Every single line below has to be printed once more, exactly.
===== Information supplied
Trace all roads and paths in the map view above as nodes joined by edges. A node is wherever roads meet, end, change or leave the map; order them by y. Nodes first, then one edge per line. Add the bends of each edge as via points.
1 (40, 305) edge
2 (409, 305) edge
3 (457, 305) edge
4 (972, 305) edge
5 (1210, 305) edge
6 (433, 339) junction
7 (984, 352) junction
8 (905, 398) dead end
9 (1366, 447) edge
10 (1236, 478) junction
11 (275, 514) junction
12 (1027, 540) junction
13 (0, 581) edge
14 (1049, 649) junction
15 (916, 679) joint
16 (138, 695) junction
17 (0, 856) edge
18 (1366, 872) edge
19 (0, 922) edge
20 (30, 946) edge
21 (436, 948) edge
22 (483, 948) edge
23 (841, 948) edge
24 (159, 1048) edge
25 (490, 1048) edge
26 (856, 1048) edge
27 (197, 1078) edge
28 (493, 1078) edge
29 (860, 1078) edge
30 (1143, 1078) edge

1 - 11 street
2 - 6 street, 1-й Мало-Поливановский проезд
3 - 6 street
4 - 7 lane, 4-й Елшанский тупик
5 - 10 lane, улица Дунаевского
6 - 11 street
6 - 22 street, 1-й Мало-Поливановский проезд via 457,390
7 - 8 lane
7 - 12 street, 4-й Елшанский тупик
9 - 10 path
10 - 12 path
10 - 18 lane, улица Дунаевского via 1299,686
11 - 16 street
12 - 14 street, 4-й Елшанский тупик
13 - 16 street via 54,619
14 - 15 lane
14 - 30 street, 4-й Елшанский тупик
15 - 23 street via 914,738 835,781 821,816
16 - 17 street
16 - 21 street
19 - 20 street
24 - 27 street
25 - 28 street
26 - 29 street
==========
> [Answer area]
Trace all roads and paths in the map view above as nodes joined by edges. A node is wherever roads meet, end, change or leave the map; order them by y. Nodes first, then one edge per line. Add the bends of each edge as via points.
1 (40, 305) edge
2 (409, 305) edge
3 (457, 305) edge
4 (972, 305) edge
5 (1210, 305) edge
6 (433, 339) junction
7 (984, 352) junction
8 (905, 398) dead end
9 (1366, 447) edge
10 (1236, 478) junction
11 (275, 514) junction
12 (1027, 540) junction
13 (0, 581) edge
14 (1049, 649) junction
15 (916, 679) joint
16 (138, 695) junction
17 (0, 856) edge
18 (1366, 872) edge
19 (0, 922) edge
20 (30, 946) edge
21 (436, 948) edge
22 (483, 948) edge
23 (841, 948) edge
24 (159, 1048) edge
25 (490, 1048) edge
26 (856, 1048) edge
27 (197, 1078) edge
28 (493, 1078) edge
29 (860, 1078) edge
30 (1143, 1078) edge

1 - 11 street
2 - 6 street, 1-й Мало-Поливановский проезд
3 - 6 street
4 - 7 lane, 4-й Елшанский тупик
5 - 10 lane, улица Дунаевского
6 - 11 street
6 - 22 street, 1-й Мало-Поливановский проезд via 457,390
7 - 8 lane
7 - 12 street, 4-й Елшанский тупик
9 - 10 path
10 - 12 path
10 - 18 lane, улица Дунаевского via 1299,686
11 - 16 street
12 - 14 street, 4-й Елшанский тупик
13 - 16 street via 54,619
14 - 15 lane
14 - 30 street, 4-й Елшанский тупик
15 - 23 street via 914,738 835,781 821,816
16 - 17 street
16 - 21 street
19 - 20 street
24 - 27 street
25 - 28 street
26 - 29 street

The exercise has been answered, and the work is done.